DATASET EXTRACT >>
* * * * * * * * *

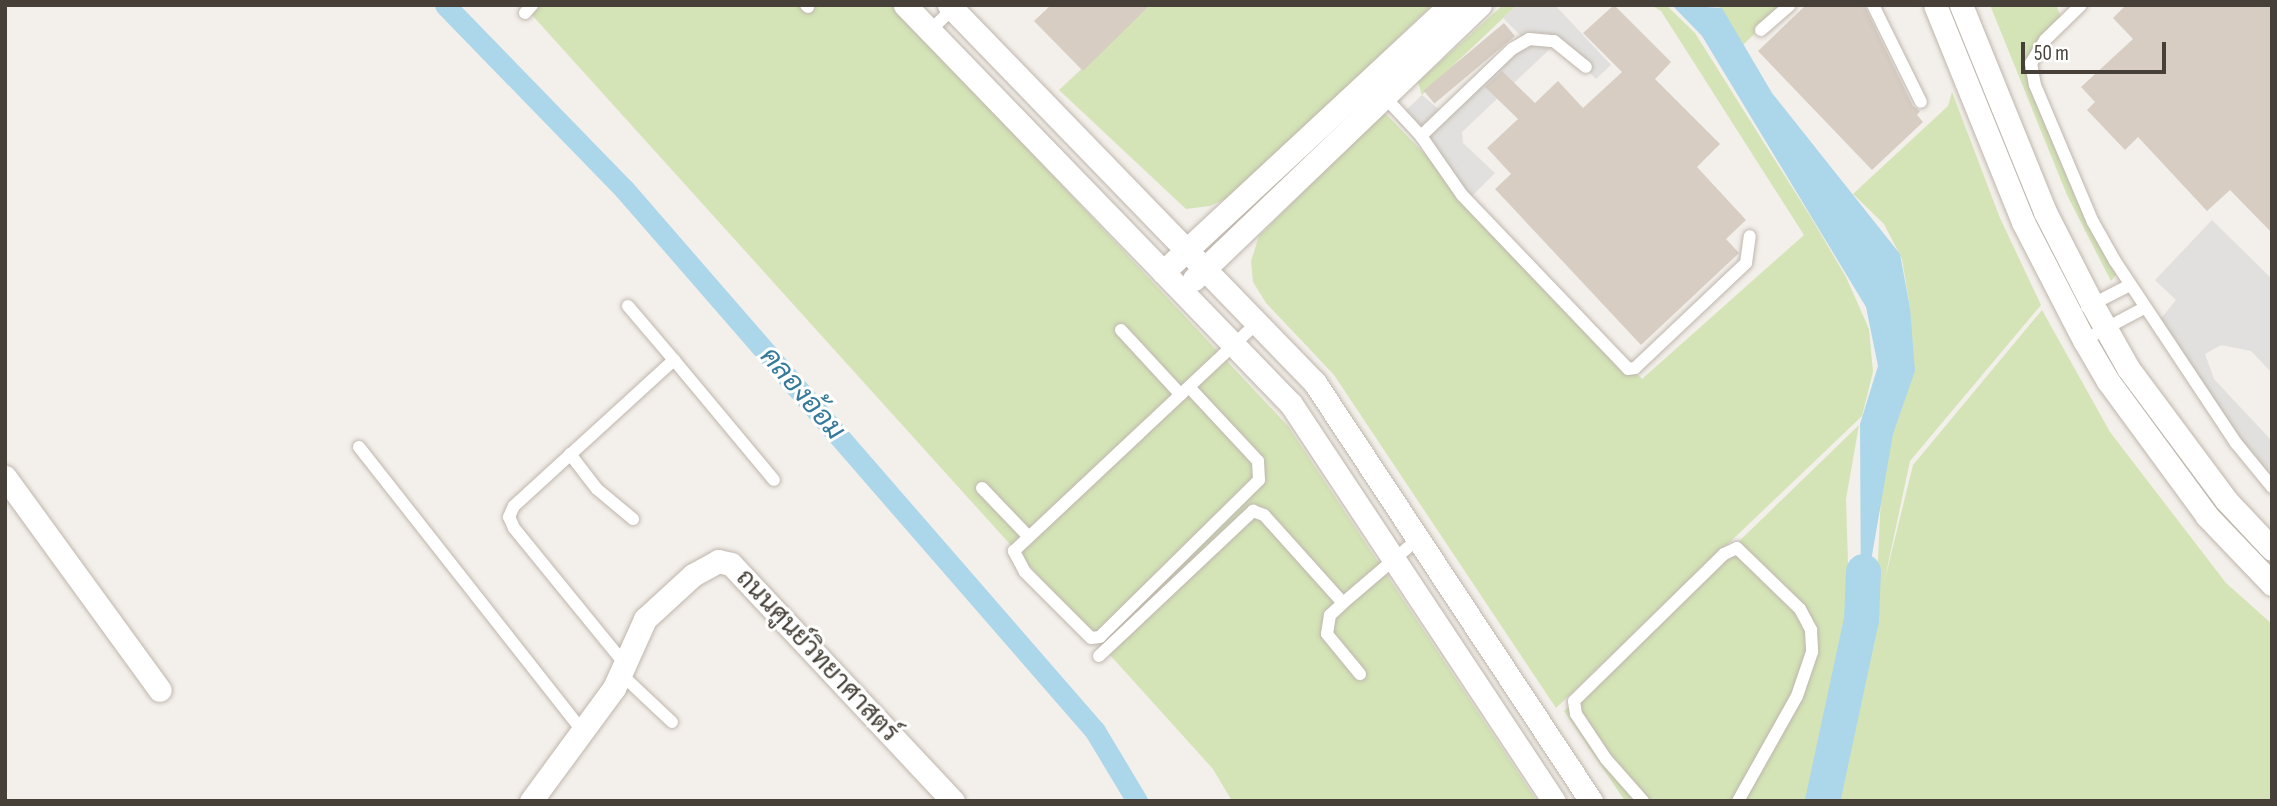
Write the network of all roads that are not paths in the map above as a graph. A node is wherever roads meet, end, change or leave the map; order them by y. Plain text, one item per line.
1 (905, 5) edge
2 (1450, 5) edge
3 (1480, 5) edge
4 (1790, 5) edge
5 (1873, 5) edge
6 (1935, 5) edge
7 (1962, 5) edge
8 (2081, 5) edge
9 (952, 6) edge
10 (1761, 30) dead end
11 (930, 31) junction
12 (1586, 67) dead end
13 (1377, 89) junction
14 (1921, 102) dead end
15 (1421, 135) junction
16 (1750, 236) dead end
17 (1188, 249) junction
18 (1204, 268) junction
19 (1163, 272) junction
20 (2130, 285) junction
21 (1183, 291) junction
22 (2092, 304) junction
23 (628, 306) dead end
24 (2144, 308) junction
25 (2071, 315) junction
26 (1257, 323) junction
27 (2107, 329) junction
28 (1121, 330) dead end
29 (2084, 340) junction
30 (1234, 345) junction
31 (674, 360) junction
32 (1185, 391) junction
33 (359, 447) dead end
34 (570, 454) junction
35 (5, 477) edge
36 (774, 480) dead end
37 (2272, 487) edge
38 (982, 488) dead end
39 (633, 519) dead end
40 (1028, 536) junction
41 (1419, 538) junction
42 (2272, 549) edge
43 (1395, 559) junction
44 (2272, 584) edge
45 (1343, 603) junction
46 (1099, 656) dead end
47 (623, 668) junction
48 (1360, 674) dead end
49 (160, 690) dead end
50 (672, 722) dead end
51 (583, 732) junction
52 (531, 801) edge
53 (953, 801) edge
54 (1554, 801) edge
55 (1591, 801) edge
56 (1643, 801) edge
57 (1738, 801) edge

1 - 11 street
2 - 13 street
3 - 13 street
4 - 10 lane
5 - 14 lane
6 - 25 street
7 - 22 street
8 - 20 lane
9 - 11 lane
9 - 17 street
11 - 19 street
12 - 15 lane
13 - 15 lane
13 - 17 street
13 - 18 street
15 - 16 lane
17 - 18 street
17 - 19 street
18 - 21 street
18 - 26 street
19 - 21 street
20 - 22 lane
20 - 24 lane
21 - 30 street
22 - 25 lane
22 - 27 street
23 - 31 lane
24 - 27 lane
24 - 37 lane
25 - 29 street
26 - 30 lane
26 - 41 street
27 - 29 lane
27 - 42 street
28 - 32 lane
29 - 44 street
30 - 32 lane
30 - 43 street
31 - 34 lane
31 - 36 lane
32 - 40 lane
32 - 40 lane
33 - 51 lane
34 - 39 lane
34 - 47 lane
35 - 49 street
38 - 40 lane
41 - 43 lane
41 - 55 street
43 - 45 lane
43 - 54 street
45 - 46 lane
45 - 48 lane
47 - 50 lane
47 - 51 street, ถนนศูนย์วิทยาศาสตร์
47 - 53 street, ถนนศูนย์วิทยาศาสตร์
51 - 52 street, ถนนศูนย์วิทยาศาสตร์
56 - 57 lane

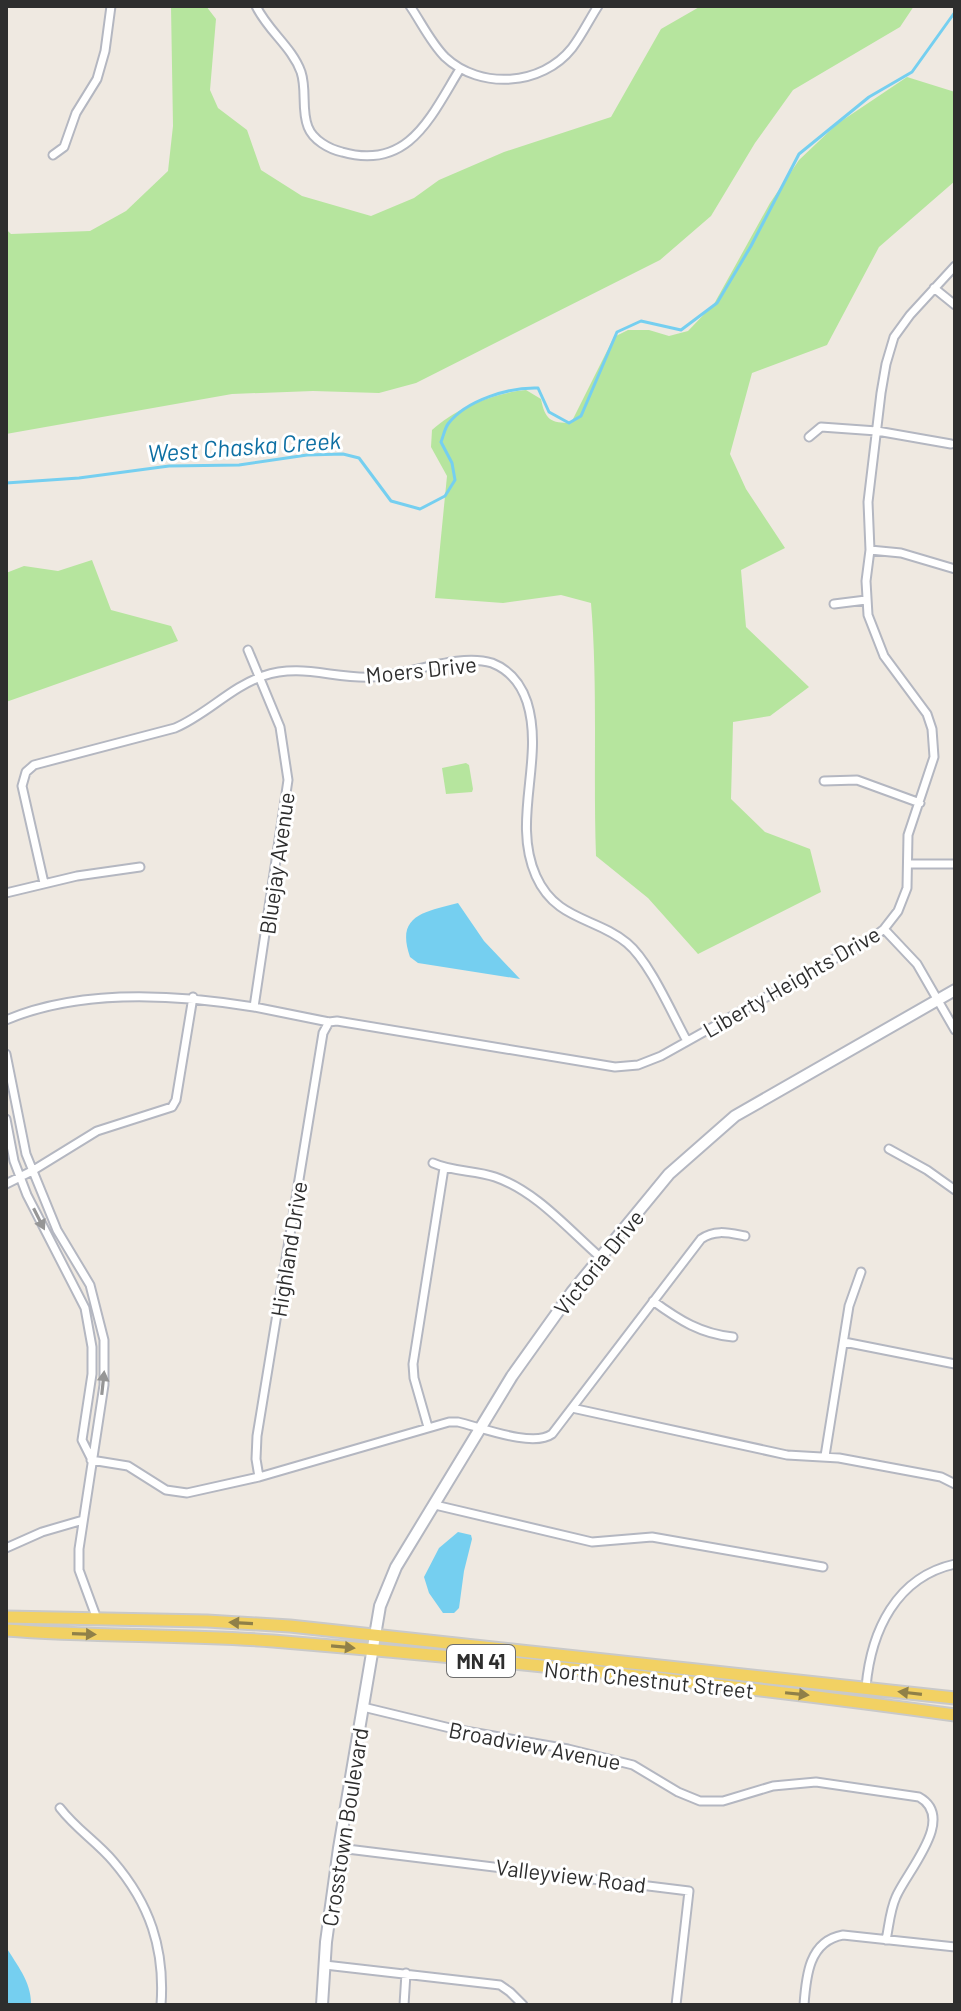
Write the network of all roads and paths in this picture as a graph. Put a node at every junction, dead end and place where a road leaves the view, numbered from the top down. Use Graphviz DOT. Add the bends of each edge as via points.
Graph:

* * * * * * * * *

WHAT THIS TASK INVOLVES >>
Take the listing above and print it exactly, apart from the pictures.

YOUR SOLUTION >>
Write the network of all roads that are not paths in the map above as a graph. A node is wherever roads meet, end, change or leave the map; order them by y. Plain text, one item per line.
1 (905, 5) edge
2 (1450, 5) edge
3 (1480, 5) edge
4 (1790, 5) edge
5 (1873, 5) edge
6 (1935, 5) edge
7 (1962, 5) edge
8 (2081, 5) edge
9 (952, 6) edge
10 (1761, 30) dead end
11 (930, 31) junction
12 (1586, 67) dead end
13 (1377, 89) junction
14 (1921, 102) dead end
15 (1421, 135) junction
16 (1750, 236) dead end
17 (1188, 249) junction
18 (1204, 268) junction
19 (1163, 272) junction
20 (2130, 285) junction
21 (1183, 291) junction
22 (2092, 304) junction
23 (628, 306) dead end
24 (2144, 308) junction
25 (2071, 315) junction
26 (1257, 323) junction
27 (2107, 329) junction
28 (1121, 330) dead end
29 (2084, 340) junction
30 (1234, 345) junction
31 (674, 360) junction
32 (1185, 391) junction
33 (359, 447) dead end
34 (570, 454) junction
35 (5, 477) edge
36 (774, 480) dead end
37 (2272, 487) edge
38 (982, 488) dead end
39 (633, 519) dead end
40 (1028, 536) junction
41 (1419, 538) junction
42 (2272, 549) edge
43 (1395, 559) junction
44 (2272, 584) edge
45 (1343, 603) junction
46 (1099, 656) dead end
47 (623, 668) junction
48 (1360, 674) dead end
49 (160, 690) dead end
50 (672, 722) dead end
51 (583, 732) junction
52 (531, 801) edge
53 (953, 801) edge
54 (1554, 801) edge
55 (1591, 801) edge
56 (1643, 801) edge
57 (1738, 801) edge

1 - 11 street
2 - 13 street
3 - 13 street
4 - 10 lane
5 - 14 lane
6 - 25 street
7 - 22 street
8 - 20 lane
9 - 11 lane
9 - 17 street
11 - 19 street
12 - 15 lane
13 - 15 lane
13 - 17 street
13 - 18 street
15 - 16 lane
17 - 18 street
17 - 19 street
18 - 21 street
18 - 26 street
19 - 21 street
20 - 22 lane
20 - 24 lane
21 - 30 street
22 - 25 lane
22 - 27 street
23 - 31 lane
24 - 27 lane
24 - 37 lane
25 - 29 street
26 - 30 lane
26 - 41 street
27 - 29 lane
27 - 42 street
28 - 32 lane
29 - 44 street
30 - 32 lane
30 - 43 street
31 - 34 lane
31 - 36 lane
32 - 40 lane
32 - 40 lane
33 - 51 lane
34 - 39 lane
34 - 47 lane
35 - 49 street
38 - 40 lane
41 - 43 lane
41 - 55 street
43 - 45 lane
43 - 54 street
45 - 46 lane
45 - 48 lane
47 - 50 lane
47 - 51 street, ถนนศูนย์วิทยาศาสตร์
47 - 53 street, ถนนศูนย์วิทยาศาสตร์
51 - 52 street, ถนนศูนย์วิทยาศาสตร์
56 - 57 lane

Write the network of all roads and paths in this picture as a graph. Put a node at every junction, dead end and place where a road leaves the view, numbered from the top down. Use Graphviz DOT. Add the bends of each edge as via points.
Graph:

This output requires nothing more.